*** Opening Exercise materials ***
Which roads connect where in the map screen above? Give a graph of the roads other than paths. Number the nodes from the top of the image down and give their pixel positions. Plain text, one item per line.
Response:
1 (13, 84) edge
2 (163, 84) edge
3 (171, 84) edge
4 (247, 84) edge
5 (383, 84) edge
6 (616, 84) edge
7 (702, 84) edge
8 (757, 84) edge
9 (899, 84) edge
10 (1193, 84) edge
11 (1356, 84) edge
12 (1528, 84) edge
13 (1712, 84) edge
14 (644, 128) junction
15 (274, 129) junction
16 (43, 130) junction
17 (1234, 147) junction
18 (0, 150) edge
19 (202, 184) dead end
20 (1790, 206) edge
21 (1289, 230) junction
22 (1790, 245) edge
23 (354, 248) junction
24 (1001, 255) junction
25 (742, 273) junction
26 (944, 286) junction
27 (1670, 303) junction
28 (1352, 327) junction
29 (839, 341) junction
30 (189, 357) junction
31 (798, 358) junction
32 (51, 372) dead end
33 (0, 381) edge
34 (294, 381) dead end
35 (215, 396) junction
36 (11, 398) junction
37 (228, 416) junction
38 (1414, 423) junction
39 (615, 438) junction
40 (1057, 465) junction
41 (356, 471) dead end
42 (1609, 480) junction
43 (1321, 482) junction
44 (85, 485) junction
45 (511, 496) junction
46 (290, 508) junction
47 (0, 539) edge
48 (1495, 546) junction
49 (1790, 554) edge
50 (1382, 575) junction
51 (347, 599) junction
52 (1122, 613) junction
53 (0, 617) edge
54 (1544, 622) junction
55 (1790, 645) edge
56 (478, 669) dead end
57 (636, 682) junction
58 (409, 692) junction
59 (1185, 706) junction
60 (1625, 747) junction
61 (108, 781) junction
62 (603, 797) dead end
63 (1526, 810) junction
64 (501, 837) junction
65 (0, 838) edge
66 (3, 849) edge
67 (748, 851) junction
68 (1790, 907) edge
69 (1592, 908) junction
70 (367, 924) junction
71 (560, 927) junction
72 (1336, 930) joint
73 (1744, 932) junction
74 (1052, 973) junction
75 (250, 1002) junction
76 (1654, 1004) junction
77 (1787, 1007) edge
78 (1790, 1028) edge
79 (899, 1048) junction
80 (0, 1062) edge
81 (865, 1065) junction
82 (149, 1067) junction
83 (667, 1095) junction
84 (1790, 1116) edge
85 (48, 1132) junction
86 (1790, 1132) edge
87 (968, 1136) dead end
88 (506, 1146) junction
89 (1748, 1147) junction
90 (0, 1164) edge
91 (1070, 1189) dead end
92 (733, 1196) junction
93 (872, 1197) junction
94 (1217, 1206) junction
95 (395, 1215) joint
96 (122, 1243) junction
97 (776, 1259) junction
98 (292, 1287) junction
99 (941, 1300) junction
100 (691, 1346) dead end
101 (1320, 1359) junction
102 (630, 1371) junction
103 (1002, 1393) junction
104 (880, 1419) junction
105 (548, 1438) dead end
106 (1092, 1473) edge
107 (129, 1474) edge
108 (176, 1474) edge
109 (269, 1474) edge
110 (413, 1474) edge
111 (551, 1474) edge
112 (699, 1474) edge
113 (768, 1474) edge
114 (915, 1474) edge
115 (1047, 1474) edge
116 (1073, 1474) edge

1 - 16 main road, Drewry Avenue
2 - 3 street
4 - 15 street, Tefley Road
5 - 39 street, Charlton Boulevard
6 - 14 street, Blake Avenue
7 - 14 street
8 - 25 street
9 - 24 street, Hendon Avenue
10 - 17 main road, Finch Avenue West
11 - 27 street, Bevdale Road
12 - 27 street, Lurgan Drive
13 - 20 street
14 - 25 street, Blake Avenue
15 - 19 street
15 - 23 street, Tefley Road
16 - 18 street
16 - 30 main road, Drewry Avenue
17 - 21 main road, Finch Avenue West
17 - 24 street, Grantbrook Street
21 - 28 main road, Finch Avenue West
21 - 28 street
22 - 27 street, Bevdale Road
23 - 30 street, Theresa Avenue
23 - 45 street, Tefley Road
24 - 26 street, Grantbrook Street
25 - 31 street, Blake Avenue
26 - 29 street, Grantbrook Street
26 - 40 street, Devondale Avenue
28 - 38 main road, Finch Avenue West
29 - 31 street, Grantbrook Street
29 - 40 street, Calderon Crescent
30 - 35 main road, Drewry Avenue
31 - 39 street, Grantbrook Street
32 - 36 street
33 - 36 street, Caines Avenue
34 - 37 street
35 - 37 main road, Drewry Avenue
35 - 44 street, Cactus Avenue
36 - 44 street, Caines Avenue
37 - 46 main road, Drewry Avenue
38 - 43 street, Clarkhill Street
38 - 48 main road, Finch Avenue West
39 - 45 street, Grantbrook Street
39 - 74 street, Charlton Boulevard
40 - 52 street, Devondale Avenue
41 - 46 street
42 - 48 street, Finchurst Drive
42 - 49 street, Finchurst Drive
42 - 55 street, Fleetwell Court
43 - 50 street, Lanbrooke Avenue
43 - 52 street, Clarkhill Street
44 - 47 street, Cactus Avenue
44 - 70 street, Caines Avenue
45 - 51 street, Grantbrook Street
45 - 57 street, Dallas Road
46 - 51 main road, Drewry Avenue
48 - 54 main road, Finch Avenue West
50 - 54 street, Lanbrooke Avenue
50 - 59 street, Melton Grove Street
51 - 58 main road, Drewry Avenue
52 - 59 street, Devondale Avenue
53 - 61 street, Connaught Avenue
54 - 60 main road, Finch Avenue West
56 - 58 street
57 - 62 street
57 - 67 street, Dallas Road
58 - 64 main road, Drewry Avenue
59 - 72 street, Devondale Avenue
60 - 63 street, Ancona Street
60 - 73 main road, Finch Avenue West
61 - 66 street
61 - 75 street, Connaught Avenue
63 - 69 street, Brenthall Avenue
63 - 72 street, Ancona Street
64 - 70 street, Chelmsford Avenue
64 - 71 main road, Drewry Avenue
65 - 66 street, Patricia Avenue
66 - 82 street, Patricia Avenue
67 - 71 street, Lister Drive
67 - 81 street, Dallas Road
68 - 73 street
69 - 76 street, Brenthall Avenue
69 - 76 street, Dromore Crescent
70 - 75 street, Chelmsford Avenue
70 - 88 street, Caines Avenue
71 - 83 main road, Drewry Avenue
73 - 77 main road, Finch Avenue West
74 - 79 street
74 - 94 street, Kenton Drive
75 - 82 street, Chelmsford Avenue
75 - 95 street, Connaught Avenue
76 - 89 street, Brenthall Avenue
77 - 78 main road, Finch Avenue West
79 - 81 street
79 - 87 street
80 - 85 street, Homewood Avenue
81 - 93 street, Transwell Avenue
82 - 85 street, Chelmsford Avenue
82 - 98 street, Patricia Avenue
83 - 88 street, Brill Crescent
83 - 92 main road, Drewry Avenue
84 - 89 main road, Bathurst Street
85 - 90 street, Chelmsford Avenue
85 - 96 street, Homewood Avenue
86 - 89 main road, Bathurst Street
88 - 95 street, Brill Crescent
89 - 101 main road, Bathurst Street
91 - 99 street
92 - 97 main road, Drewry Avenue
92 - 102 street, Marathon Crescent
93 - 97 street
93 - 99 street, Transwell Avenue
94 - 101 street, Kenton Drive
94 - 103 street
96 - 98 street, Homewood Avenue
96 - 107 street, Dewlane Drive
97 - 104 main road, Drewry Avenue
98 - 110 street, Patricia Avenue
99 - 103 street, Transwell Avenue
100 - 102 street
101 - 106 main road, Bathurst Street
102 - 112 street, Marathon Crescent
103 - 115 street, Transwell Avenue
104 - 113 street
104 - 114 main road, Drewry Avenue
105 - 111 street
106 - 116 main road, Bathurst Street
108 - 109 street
*** Closing Exercise materials ***
Work to complete
Count up every line above that has the word "West" in it; answer with the number alone.

Answer section
10